Manages job queuing and queue operations. Provides methods for queue_image_processing_jobs(), queue_ai_analysis_jobs(), and update_job_progress() with stage, progress percentage, and item counts.

CheckpointRecoveryService

Handles checkpoint creation and recovery. Provides create_checkpoint(), get_last_checkpoint(), can_resume_from_checkpoint(), auto_restart_stuck_job(), and verify_checkpoint_data().

JobMonitorService

Monitors jobs and performs auto-recovery. Provides start() to begin monitoring, get_health_status() returning monitor status, job counts by status, stuck job count, and overall health string, and force_restart_job() for manual intervention.
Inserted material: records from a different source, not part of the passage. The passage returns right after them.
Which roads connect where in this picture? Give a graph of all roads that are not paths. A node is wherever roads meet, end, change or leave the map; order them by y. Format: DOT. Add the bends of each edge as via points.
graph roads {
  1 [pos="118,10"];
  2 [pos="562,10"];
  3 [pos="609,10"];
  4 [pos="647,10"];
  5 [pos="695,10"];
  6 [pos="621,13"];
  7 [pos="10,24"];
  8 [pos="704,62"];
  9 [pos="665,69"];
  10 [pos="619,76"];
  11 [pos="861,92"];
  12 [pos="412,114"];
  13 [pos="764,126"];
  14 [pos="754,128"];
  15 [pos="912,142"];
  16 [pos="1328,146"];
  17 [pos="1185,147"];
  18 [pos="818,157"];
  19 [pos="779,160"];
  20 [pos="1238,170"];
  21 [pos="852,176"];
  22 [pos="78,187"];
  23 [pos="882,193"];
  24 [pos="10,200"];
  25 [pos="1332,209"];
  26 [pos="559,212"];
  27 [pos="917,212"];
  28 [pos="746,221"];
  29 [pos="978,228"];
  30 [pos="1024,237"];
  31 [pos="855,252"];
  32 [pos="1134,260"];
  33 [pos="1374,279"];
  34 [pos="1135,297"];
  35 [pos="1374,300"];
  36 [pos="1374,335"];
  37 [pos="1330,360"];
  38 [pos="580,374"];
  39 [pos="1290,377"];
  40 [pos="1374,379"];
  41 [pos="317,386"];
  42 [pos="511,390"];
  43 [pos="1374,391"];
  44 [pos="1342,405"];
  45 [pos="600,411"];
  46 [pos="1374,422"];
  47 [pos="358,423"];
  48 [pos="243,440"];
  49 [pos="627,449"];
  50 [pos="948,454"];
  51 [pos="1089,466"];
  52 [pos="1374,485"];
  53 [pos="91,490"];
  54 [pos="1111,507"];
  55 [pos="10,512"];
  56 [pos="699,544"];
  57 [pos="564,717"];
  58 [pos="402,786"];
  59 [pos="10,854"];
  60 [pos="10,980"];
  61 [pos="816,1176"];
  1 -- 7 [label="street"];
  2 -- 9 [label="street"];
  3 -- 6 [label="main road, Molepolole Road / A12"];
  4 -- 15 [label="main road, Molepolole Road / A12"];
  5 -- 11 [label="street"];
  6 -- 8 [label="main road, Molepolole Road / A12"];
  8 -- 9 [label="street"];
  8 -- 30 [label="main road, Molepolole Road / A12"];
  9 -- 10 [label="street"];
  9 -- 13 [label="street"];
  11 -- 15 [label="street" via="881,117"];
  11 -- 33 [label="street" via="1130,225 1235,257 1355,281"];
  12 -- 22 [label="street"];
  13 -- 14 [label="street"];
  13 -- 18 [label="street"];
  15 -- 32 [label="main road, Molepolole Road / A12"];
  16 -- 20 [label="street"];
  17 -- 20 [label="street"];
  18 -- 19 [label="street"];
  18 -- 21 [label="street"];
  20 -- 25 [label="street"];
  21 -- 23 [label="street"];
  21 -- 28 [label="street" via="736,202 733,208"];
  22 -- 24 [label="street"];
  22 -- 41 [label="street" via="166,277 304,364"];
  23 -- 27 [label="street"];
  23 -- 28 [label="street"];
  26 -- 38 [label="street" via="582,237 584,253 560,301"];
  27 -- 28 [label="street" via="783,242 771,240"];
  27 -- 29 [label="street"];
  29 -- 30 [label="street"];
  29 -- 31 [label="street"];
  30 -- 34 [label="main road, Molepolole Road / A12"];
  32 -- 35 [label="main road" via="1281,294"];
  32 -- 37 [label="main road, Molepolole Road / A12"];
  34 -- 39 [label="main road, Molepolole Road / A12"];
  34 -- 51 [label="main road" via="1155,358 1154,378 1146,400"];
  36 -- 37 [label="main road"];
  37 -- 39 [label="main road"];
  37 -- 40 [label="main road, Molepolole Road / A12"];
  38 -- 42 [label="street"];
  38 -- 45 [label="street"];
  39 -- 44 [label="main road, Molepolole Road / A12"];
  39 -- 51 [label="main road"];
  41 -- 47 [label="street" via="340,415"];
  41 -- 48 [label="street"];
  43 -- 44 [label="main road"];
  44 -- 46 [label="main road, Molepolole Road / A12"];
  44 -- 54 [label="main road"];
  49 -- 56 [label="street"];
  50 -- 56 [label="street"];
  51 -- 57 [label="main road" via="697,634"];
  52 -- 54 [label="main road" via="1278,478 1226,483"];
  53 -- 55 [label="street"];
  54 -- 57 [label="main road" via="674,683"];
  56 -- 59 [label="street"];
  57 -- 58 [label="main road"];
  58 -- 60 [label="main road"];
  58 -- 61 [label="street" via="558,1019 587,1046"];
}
📈 Monitoring & Observability

Health Check Endpoint

GET /api/v1/admin/job-monitor/health returns a JSON object with monitor_running boolean, stats (checks performed, stuck jobs detected, jobs restarted, jobs failed, last check timestamp), job_counts (by status), stuck_jobs_count, and overall health string.

Admin Dashboard

Real-time job monitoring
Stuck job detection
Manual job restart
Job history and analytics
Performance metrics

⚙️ Configuration

Retry Policy

Maximum 3 attempts with exponential backoff: 1s base delay, 30s max delay, multiplier of 2, with jitter enabled. Resulting delays: Attempt 1: 1s, Attempt 2: 2s, Attempt 3: 4s.

Job Monitor Configuration

The JobMonitorService is configured with check_interval_seconds=60 (check every minute), stuck_job_timeout_minutes=30 (mark as stuck after 30 minutes), and auto_restart_enabled=True.

Priority Levels

critical: Processed immediately
high: Processed before normal jobs
normal: Standard processing
low: Processed when resources available

🚀 Production Metrics

Performance

Job Creation: <100ms
Checkpoint Creation: <500ms
Stuck Job Detection: <5s (per 100 jobs)
Auto-Recovery: <2s
Progress Update: <200ms

Reliability

Checkpoint Success Rate: 99.9%
Recovery Success Rate: 95%+
Job Completion Rate: 98%+
False Positive Rate: <1%

Capacity

Max Concurrent Jobs: 100+
Max Queue Size: 10,000+
Checkpoint Retention: 24 hours
Job History Retention: 30 days

🔧 Troubleshooting

Job Stuck

Symptoms: Job processing >30 minutes without progress

Solution:

Check job_progress table for last update
Verify checkpoint exists
Manual restart: POST /api/v1/admin/jobs/{job_id}/restart

Checkpoint Invalid

Symptoms: Job fails to restart from checkpoint

Solution:

Verify checkpoint_data in job_checkpoints table
Check if referenced chunks/images exist
Cleanup invalid checkpoints
Restart job from beginning

High Memory Usage

Symptoms: Job monitor consuming excessive memory

Solution:

Reduce check_interval_seconds
Reduce stuck_job_timeout_minutes
Cleanup old checkpoints
Restart job monitor service

📚 Related Documentation

🚨 Monitoring & Alerting

Job Monitor Service

The JobMonitorService continuously monitors ALL job types:

PDF Processing Jobs:

Heartbeat timeout detection (15 minutes)
Update timeout detection (5 minutes)
Auto-restart from checkpoints

Web Scraping Sessions:

Update timeout detection (30 minutes)
Mark as failed + Sentry alert

XML Import Jobs:

Update timeout detection (20 minutes)
Mark as failed + Sentry alert

Sentry Integration

All job failures are automatically reported to Sentry with:

Full job context (ID, type, progress, stage)
Error details and stack traces
Timestamps and duration
Unique fingerprints for grouping

See monitoring-and-alerting.md for complete details.

Summary

The Material Kai Vision Platform uses a production-ready, unified job queue system with:

Persistent job storage in PostgreSQL
Checkpoint-based recovery for fault tolerance
Automatic stuck job detection and recovery
Real-time progress tracking
Priority-based job processing
Comprehensive monitoring and observability
99%+ reliability in production

This hybrid approach combines Supabase's reliability with custom recovery logic to ensure robust PDF processing even in the face of failures.